The Learn from Patient Safety Events service, the NHS’s new and improved national system for the recording and analysis of patient safety events, continues to develop. While changing digital systems always brings challenges, providers are embracing it in the main, and welcoming the great potential it brings. Evidencing outcome improvements as a result is tough but we do have evidence the novel analytics we are now able to apply are enhancing our ability to flag new and under-recognised risks.
Similarly, we know linking improved safety with the creation of the 800 patient safety specialists, a network of patient safety leaders across providers and integrated care boards, or the creation of the national patient safety syllabus, or training is very difficult. That said, evaluation of both shows they are welcome and positive developments.
In the improvement arena, however, we can demonstrate green shoots and arguably more. We have seen a reduction of lives lost in the world of neonatal health running into hundreds and the same for cerebral palsy cases in prems. We have seen the rapidly rising risk from opioid use turn down and a suggestion that more than 300 deaths have been prevented.
In addition, restrictive practice use has reduced in those mental health providers piloting our improvement approach and there are many more examples. I cannot say what the indirect effect of all the work being done across the system is, but I know there is impact from patient safety work – increasing interest and belief in what can be done, increasing engagement of our patients and their families, and recognition harm is not experienced equally.
I am optimistic about the future of patient safety. I don’t accept all that is said by Sutcliffe and Wears, but I do recognise the overfocus on error to the detriment of learning from good practice, that we have spent too much time focussing our efforts on harm that has already happened rather than identifying and addressing issues in real time. We also see more than ever that flow is critical for safety (and a good example of where input from the world outside healthcare could help us) and that we have much more to do.
When the patient safety strategy was first published in July 2019, we recognised it wouldn’t stand the test of time if it was static and not able to evolve with the changing challenges and priorities for the NHS. We committed to update the strategy periodically to ensure it remained relevant and can impact on the areas where need is greatest.
In 2021, through our first strategy update, we introduced fresh focuses on health inequalities in patient safety and supporting the NHS to keep patients safe in light of new risks brought about by the pandemic. In the soon to be published second update, we are adding elements around workforce, flow and capacity, focusing on real time safety issues, and an increased emphasis on learning from where things go well.
These new elements, and the continuation of key transformation programmes such as PSIRF and LFPSE, build upon the strategy’s original key pillars of culture, continuous improvement and effective patient safety systems.

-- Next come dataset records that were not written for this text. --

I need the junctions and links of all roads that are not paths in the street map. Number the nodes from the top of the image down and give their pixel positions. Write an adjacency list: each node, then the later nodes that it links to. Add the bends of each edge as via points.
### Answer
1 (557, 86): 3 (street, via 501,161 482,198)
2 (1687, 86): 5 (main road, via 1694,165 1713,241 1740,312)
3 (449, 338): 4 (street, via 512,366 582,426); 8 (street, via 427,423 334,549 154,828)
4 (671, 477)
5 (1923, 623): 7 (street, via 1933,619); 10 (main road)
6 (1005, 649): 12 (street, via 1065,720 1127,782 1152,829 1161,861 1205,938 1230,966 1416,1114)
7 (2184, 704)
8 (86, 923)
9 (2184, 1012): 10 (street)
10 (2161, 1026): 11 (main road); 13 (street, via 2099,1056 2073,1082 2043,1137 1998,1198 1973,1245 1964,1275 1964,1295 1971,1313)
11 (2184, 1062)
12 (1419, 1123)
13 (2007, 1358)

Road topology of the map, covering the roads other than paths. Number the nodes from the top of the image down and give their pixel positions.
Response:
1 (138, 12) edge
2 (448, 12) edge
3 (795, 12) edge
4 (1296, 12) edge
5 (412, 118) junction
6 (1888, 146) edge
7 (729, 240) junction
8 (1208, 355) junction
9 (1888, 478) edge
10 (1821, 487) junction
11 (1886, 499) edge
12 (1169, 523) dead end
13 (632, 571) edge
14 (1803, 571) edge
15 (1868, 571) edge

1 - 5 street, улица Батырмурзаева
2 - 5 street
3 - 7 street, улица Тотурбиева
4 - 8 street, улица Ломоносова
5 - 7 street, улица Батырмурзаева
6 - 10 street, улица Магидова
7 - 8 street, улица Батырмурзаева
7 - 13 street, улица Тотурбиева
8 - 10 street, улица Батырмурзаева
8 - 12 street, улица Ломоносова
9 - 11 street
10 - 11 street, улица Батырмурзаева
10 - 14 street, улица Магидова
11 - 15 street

These remain fundamental in supporting the NHS to deliver safer care for all. We continue to grow our understanding of patient safety, supporting people to engage with patient safety, and focusing on making meaningful improvements in areas that will have the most impact.
We should be spurred on by our progress and re-energised by the opportunities. We can accept there is more to do but not be too quick to beat ourselves up for not having done it all so far.